In summary, young people in the public primary schools in the United States have the right for leading a healthy life. They must take more and more measures of control of their lives so that they can make important life decisions as their get older. Sex education or family life in public schools in the United States, which traditionally consisted of providing factual information at the level of secondary education, is the most pervasive or general approach to preventing unwanted pregnancies and getting HIV infection among the adolescents. At this point, the young people who begin to have sexual intercourse must understand some of the importance of using an efficient method of contraceptive every time that they engage in sexual intercourse. This activity involves convincing the active teens who often use the contraceptives that they have to continue with the method to help in avoiding sexually related issues. The balance between rights and responsibilities is critical because it helps in setting behavioral expectations. Such expectations assist in building trust while at the same time providing adolescents with the ability, knowledge, and comfort in managing their sexual health. This honest communication helps the young people avoid engaging in activities that can result in unwanted pregnancies, HIV, and other sexually transmitted diseases.

Works Cited

Blinn‐Pike, Lynn. “Sex Education in Rural Schools in The United States: Impact of Rural Educators’ Community Identities.” Sex Education, vol. 8, no. 1, 2008, pp. 7-12. Informa UK Limited, doi:10.1080/14681810701811845.

Feinberg, Walter. “An Assessment of Arguments for Teaching Religion in Public Schools in The United States.” Religious Education, vol. 109, no. 4, 2014, pp. 4-15. Informa UK Limited, doi:10.1080/00344087.2014.924773.

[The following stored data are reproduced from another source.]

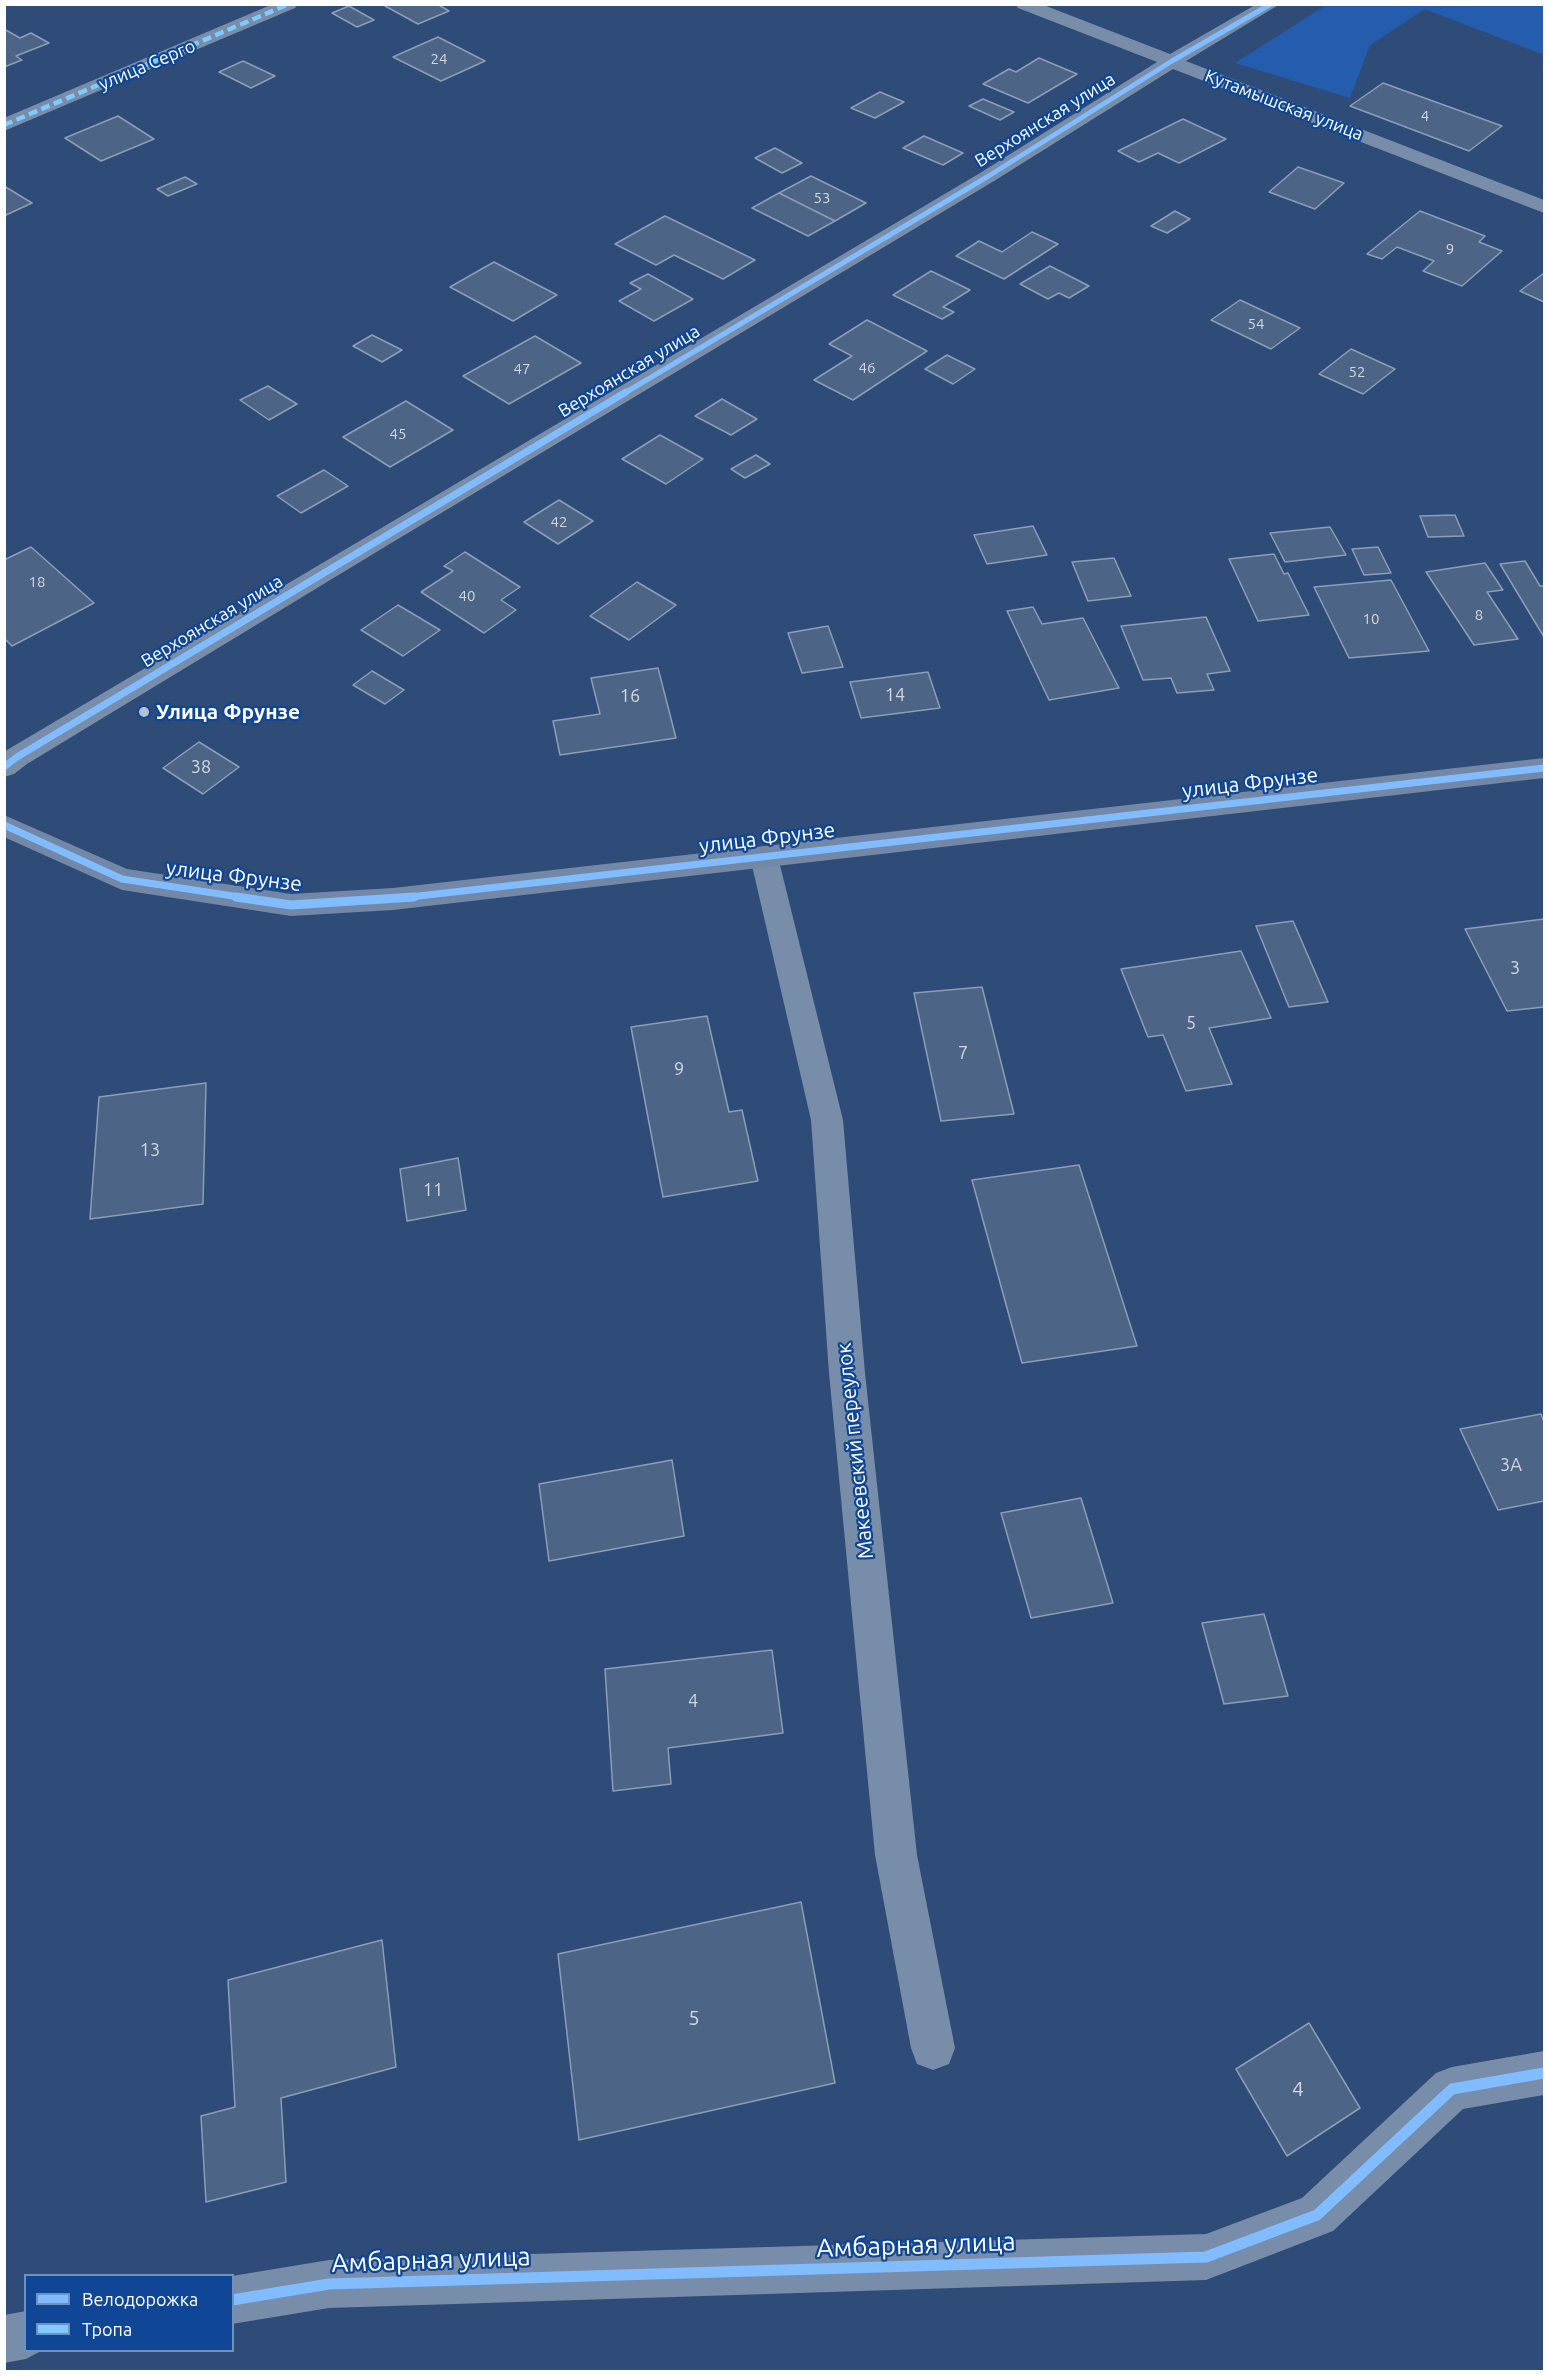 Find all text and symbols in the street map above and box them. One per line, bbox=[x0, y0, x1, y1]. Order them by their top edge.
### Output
street label: улица Серго bbox=[96, 35, 198, 95]
house number: 24 bbox=[431, 50, 447, 68]
street label: Кутамышская улица bbox=[1202, 65, 1366, 145]
street label: Верхоянская улица bbox=[971, 68, 1119, 172]
house number: 4 bbox=[1421, 107, 1429, 125]
house number: 53 bbox=[814, 189, 830, 207]
house number: 9 bbox=[1446, 240, 1454, 258]
house number: 54 bbox=[1248, 315, 1264, 333]
street label: Верхоянская улица bbox=[554, 320, 704, 422]
house number: 46 bbox=[859, 359, 875, 377]
house number: 47 bbox=[514, 360, 530, 378]
house number: 52 bbox=[1349, 363, 1365, 381]
house number: 45 bbox=[390, 425, 406, 443]
house number: 42 bbox=[551, 513, 567, 531]
street label: Верхоянская улица bbox=[137, 570, 287, 672]
house number: 18 bbox=[29, 573, 45, 591]
house number: 40 bbox=[459, 587, 475, 605]
house number: 8 bbox=[1475, 606, 1483, 624]
house number: 10 bbox=[1363, 610, 1379, 628]
house number: 14 bbox=[885, 684, 905, 706]
house number: 16 bbox=[620, 685, 640, 707]
place label: Улица Фрунзе bbox=[156, 699, 300, 725]
marker: Улица Фрунзе bbox=[137, 705, 151, 719]
house number: 38 bbox=[191, 756, 211, 778]
street label: улица Фрунзе bbox=[1181, 762, 1319, 804]
street label: улица Фрунзе bbox=[698, 817, 836, 859]
street label: улица Фрунзе bbox=[165, 855, 303, 897]
house number: 3 bbox=[1510, 957, 1520, 979]
house number: 5 bbox=[1186, 1012, 1196, 1034]
house number: 7 bbox=[958, 1042, 968, 1064]
house number: 9 bbox=[674, 1058, 684, 1080]
house number: 13 bbox=[140, 1139, 160, 1161]
house number: 11 bbox=[423, 1179, 443, 1201]
street label: Макеевский переулок bbox=[831, 1342, 879, 1560]
house number: 3А bbox=[1500, 1454, 1522, 1476]
house number: 4 bbox=[688, 1690, 698, 1712]
house number: 5 bbox=[688, 2005, 700, 2031]
house number: 4 bbox=[1292, 2076, 1304, 2102]
street label: Амбарная улица bbox=[816, 2226, 1016, 2264]
street label: Амбарная улица bbox=[331, 2241, 531, 2279]
legend bbox=[24, 2274, 234, 2352]
text: Велодорожка bbox=[82, 2289, 198, 2309]
text: Тропа bbox=[82, 2319, 132, 2339]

Gilbert, Jen. “Risking A Relation: Sex Education and Adolescent Development.” Sex Education, vol. 7, no. 1, 2007, pp. 7-11. Informa UK Limited, doi:10.1080/14681810601134736.

Horton, Hannah. “Sex Education and Teen Pregnancy Rates in The United States: A Study of California Public Schools.” The Eagle Feather, vol. 2015, no. 12, 2015, University of North Texas Libraries, doi:10.12794/tef.2015.336.

Morrier, M. J., and K. L. Hess. “Ethnic Differences in Autism Eligibility in The United States Public Schools.” The Journal of Special Education, vol. 46, no. 1, 2010, pp. 13-23. SAGE Publications, doi:10.1177/0022466910372137.

Rees, John. “Celebrating Sex and Relationships Education – Past, Present and Future: Proceedings of The Sex Education Forum 21St Birthday Conference”. Sex Education, vol. 9, no. 4, 2009, pp. 41-53. Informa UK Limited, doi:10.1080/14681810903271491.

Reiss, Michael. “Sex, Ethics, And Young People.” Sex Education, vol. 17, no. 1, 2016, pp. 119-120. Informa UK Limited, doi:10.1080/14681811.2016.1169644.